(Stored items)
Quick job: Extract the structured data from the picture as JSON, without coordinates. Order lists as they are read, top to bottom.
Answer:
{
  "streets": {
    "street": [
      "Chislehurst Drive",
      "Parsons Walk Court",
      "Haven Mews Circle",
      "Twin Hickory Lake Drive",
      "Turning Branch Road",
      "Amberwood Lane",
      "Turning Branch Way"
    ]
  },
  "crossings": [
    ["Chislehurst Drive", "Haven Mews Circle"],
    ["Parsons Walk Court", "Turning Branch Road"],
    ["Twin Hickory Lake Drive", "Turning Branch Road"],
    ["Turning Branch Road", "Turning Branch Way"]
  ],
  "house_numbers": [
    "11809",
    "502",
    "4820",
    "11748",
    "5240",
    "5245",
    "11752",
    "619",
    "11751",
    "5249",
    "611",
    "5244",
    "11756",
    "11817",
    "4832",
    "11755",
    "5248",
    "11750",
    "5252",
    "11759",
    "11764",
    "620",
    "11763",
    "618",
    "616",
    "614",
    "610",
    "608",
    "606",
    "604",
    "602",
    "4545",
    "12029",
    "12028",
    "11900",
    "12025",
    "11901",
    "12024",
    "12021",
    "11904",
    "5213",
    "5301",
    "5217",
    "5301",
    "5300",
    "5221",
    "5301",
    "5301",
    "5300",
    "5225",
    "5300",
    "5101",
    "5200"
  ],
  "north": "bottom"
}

Exercise objective => Each record above has to be set down again, word for word.

Answer box =>
Quick job: Extract the structured data from the picture as JSON, without coordinates. Order lists as they are read, top to bottom.
Answer:
{
  "streets": {
    "street": [
      "Chislehurst Drive",
      "Parsons Walk Court",
      "Haven Mews Circle",
      "Twin Hickory Lake Drive",
      "Turning Branch Road",
      "Amberwood Lane",
      "Turning Branch Way"
    ]
  },
  "crossings": [
    ["Chislehurst Drive", "Haven Mews Circle"],
    ["Parsons Walk Court", "Turning Branch Road"],
    ["Twin Hickory Lake Drive", "Turning Branch Road"],
    ["Turning Branch Road", "Turning Branch Way"]
  ],
  "house_numbers": [
    "11809",
    "502",
    "4820",
    "11748",
    "5240",
    "5245",
    "11752",
    "619",
    "11751",
    "5249",
    "611",
    "5244",
    "11756",
    "11817",
    "4832",
    "11755",
    "5248",
    "11750",
    "5252",
    "11759",
    "11764",
    "620",
    "11763",
    "618",
    "616",
    "614",
    "610",
    "608",
    "606",
    "604",
    "602",
    "4545",
    "12029",
    "12028",
    "11900",
    "12025",
    "11901",
    "12024",
    "12021",
    "11904",
    "5213",
    "5301",
    "5217",
    "5301",
    "5300",
    "5221",
    "5301",
    "5301",
    "5300",
    "5225",
    "5300",
    "5101",
    "5200"
  ],
  "north": "bottom"
}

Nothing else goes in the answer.